Problem details:
Because the material must be preserved as it stands, copy every line exactly.
..........
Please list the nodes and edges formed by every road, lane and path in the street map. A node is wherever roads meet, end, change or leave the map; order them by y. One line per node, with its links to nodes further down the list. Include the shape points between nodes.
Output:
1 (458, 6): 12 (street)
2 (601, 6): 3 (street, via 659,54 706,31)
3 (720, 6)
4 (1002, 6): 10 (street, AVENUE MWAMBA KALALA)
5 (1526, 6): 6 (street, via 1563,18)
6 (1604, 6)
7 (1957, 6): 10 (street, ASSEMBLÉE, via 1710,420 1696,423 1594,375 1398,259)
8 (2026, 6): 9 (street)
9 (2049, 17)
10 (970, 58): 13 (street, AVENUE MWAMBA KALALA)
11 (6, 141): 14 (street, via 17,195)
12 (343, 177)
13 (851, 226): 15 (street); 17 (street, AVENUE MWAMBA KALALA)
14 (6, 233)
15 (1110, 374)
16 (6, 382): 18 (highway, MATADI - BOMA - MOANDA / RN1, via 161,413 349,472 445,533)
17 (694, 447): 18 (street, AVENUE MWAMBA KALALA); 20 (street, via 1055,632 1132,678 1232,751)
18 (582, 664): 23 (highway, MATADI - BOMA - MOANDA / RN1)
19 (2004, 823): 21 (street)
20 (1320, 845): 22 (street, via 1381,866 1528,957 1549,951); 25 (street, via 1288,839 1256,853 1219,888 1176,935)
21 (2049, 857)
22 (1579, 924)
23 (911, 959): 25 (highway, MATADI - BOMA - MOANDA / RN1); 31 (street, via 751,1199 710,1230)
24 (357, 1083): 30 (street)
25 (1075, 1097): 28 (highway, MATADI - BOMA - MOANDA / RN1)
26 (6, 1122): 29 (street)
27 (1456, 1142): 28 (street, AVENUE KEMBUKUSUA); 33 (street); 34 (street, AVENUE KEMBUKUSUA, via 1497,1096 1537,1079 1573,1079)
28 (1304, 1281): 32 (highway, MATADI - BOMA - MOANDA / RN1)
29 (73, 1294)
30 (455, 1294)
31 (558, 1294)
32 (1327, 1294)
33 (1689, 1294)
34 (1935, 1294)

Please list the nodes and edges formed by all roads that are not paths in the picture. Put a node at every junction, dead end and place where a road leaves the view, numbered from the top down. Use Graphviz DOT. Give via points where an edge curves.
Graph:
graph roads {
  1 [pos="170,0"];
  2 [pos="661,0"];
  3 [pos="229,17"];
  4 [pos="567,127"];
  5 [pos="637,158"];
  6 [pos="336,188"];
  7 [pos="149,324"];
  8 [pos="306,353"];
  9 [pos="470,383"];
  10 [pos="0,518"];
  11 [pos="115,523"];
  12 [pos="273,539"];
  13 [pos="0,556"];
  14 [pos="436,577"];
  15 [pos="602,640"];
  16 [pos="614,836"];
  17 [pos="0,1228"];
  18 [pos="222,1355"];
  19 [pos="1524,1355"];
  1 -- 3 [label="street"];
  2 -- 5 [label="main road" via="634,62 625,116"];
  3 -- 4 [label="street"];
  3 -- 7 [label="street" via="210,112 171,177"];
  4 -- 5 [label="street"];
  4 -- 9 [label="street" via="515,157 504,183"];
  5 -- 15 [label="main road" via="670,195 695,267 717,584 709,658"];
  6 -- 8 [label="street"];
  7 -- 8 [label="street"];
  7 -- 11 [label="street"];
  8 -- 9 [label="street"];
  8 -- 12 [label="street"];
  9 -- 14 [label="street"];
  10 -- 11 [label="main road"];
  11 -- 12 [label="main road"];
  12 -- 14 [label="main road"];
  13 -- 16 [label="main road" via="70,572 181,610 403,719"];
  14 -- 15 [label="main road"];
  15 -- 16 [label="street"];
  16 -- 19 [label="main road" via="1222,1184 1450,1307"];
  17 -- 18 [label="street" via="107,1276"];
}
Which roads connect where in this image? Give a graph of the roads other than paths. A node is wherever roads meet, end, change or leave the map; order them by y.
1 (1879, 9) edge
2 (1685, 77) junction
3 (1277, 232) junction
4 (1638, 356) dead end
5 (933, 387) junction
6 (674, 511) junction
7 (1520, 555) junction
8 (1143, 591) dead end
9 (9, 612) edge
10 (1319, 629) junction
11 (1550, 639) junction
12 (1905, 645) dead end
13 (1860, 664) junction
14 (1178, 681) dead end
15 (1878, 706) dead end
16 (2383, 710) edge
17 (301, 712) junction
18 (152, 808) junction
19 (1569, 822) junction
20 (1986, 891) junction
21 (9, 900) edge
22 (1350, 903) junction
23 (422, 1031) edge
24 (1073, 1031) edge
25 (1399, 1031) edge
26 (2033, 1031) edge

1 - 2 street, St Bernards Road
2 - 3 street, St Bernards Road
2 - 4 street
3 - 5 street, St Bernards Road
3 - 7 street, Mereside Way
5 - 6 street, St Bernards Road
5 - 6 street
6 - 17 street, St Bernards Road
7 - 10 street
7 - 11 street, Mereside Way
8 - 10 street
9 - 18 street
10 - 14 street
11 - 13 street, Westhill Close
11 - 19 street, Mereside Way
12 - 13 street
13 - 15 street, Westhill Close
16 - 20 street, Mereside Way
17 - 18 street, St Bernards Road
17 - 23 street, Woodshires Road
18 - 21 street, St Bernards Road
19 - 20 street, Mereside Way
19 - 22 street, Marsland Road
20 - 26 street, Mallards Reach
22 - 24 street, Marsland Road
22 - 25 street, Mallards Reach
..........
Output of the task:
Please list the nodes and edges formed by every road, lane and path in the street map. A node is wherever roads meet, end, change or leave the map; order them by y. One line per node, with its links to nodes further down the list. Include the shape points between nodes.
Output:
1 (458, 6): 12 (street)
2 (601, 6): 3 (street, via 659,54 706,31)
3 (720, 6)
4 (1002, 6): 10 (street, AVENUE MWAMBA KALALA)
5 (1526, 6): 6 (street, via 1563,18)
6 (1604, 6)
7 (1957, 6): 10 (street, ASSEMBLÉE, via 1710,420 1696,423 1594,375 1398,259)
8 (2026, 6): 9 (street)
9 (2049, 17)
10 (970, 58): 13 (street, AVENUE MWAMBA KALALA)
11 (6, 141): 14 (street, via 17,195)
12 (343, 177)
13 (851, 226): 15 (street); 17 (street, AVENUE MWAMBA KALALA)
14 (6, 233)
15 (1110, 374)
16 (6, 382): 18 (highway, MATADI - BOMA - MOANDA / RN1, via 161,413 349,472 445,533)
17 (694, 447): 18 (street, AVENUE MWAMBA KALALA); 20 (street, via 1055,632 1132,678 1232,751)
18 (582, 664): 23 (highway, MATADI - BOMA - MOANDA / RN1)
19 (2004, 823): 21 (street)
20 (1320, 845): 22 (street, via 1381,866 1528,957 1549,951); 25 (street, via 1288,839 1256,853 1219,888 1176,935)
21 (2049, 857)
22 (1579, 924)
23 (911, 959): 25 (highway, MATADI - BOMA - MOANDA / RN1); 31 (street, via 751,1199 710,1230)
24 (357, 1083): 30 (street)
25 (1075, 1097): 28 (highway, MATADI - BOMA - MOANDA / RN1)
26 (6, 1122): 29 (street)
27 (1456, 1142): 28 (street, AVENUE KEMBUKUSUA); 33 (street); 34 (street, AVENUE KEMBUKUSUA, via 1497,1096 1537,1079 1573,1079)
28 (1304, 1281): 32 (highway, MATADI - BOMA - MOANDA / RN1)
29 (73, 1294)
30 (455, 1294)
31 (558, 1294)
32 (1327, 1294)
33 (1689, 1294)
34 (1935, 1294)

Please list the nodes and edges formed by all roads that are not paths in the picture. Put a node at every junction, dead end and place where a road leaves the view, numbered from the top down. Use Graphviz DOT. Give via points where an edge curves.
Graph:
graph roads {
  1 [pos="170,0"];
  2 [pos="661,0"];
  3 [pos="229,17"];
  4 [pos="567,127"];
  5 [pos="637,158"];
  6 [pos="336,188"];
  7 [pos="149,324"];
  8 [pos="306,353"];
  9 [pos="470,383"];
  10 [pos="0,518"];
  11 [pos="115,523"];
  12 [pos="273,539"];
  13 [pos="0,556"];
  14 [pos="436,577"];
  15 [pos="602,640"];
  16 [pos="614,836"];
  17 [pos="0,1228"];
  18 [pos="222,1355"];
  19 [pos="1524,1355"];
  1 -- 3 [label="street"];
  2 -- 5 [label="main road" via="634,62 625,116"];
  3 -- 4 [label="street"];
  3 -- 7 [label="street" via="210,112 171,177"];
  4 -- 5 [label="street"];
  4 -- 9 [label="street" via="515,157 504,183"];
  5 -- 15 [label="main road" via="670,195 695,267 717,584 709,658"];
  6 -- 8 [label="street"];
  7 -- 8 [label="street"];
  7 -- 11 [label="street"];
  8 -- 9 [label="street"];
  8 -- 12 [label="street"];
  9 -- 14 [label="street"];
  10 -- 11 [label="main road"];
  11 -- 12 [label="main road"];
  12 -- 14 [label="main road"];
  13 -- 16 [label="main road" via="70,572 181,610 403,719"];
  14 -- 15 [label="main road"];
  15 -- 16 [label="street"];
  16 -- 19 [label="main road" via="1222,1184 1450,1307"];
  17 -- 18 [label="street" via="107,1276"];
}
Which roads connect where in this image? Give a graph of the roads other than paths. A node is wherever roads meet, end, change or leave the map; order them by y.
1 (1879, 9) edge
2 (1685, 77) junction
3 (1277, 232) junction
4 (1638, 356) dead end
5 (933, 387) junction
6 (674, 511) junction
7 (1520, 555) junction
8 (1143, 591) dead end
9 (9, 612) edge
10 (1319, 629) junction
11 (1550, 639) junction
12 (1905, 645) dead end
13 (1860, 664) junction
14 (1178, 681) dead end
15 (1878, 706) dead end
16 (2383, 710) edge
17 (301, 712) junction
18 (152, 808) junction
19 (1569, 822) junction
20 (1986, 891) junction
21 (9, 900) edge
22 (1350, 903) junction
23 (422, 1031) edge
24 (1073, 1031) edge
25 (1399, 1031) edge
26 (2033, 1031) edge

1 - 2 street, St Bernards Road
2 - 3 street, St Bernards Road
2 - 4 street
3 - 5 street, St Bernards Road
3 - 7 street, Mereside Way
5 - 6 street, St Bernards Road
5 - 6 street
6 - 17 street, St Bernards Road
7 - 10 street
7 - 11 street, Mereside Way
8 - 10 street
9 - 18 street
10 - 14 street
11 - 13 street, Westhill Close
11 - 19 street, Mereside Way
12 - 13 street
13 - 15 street, Westhill Close
16 - 20 street, Mereside Way
17 - 18 street, St Bernards Road
17 - 23 street, Woodshires Road
18 - 21 street, St Bernards Road
19 - 20 street, Mereside Way
19 - 22 street, Marsland Road
20 - 26 street, Mallards Reach
22 - 24 street, Marsland Road
22 - 25 street, Mallards Reach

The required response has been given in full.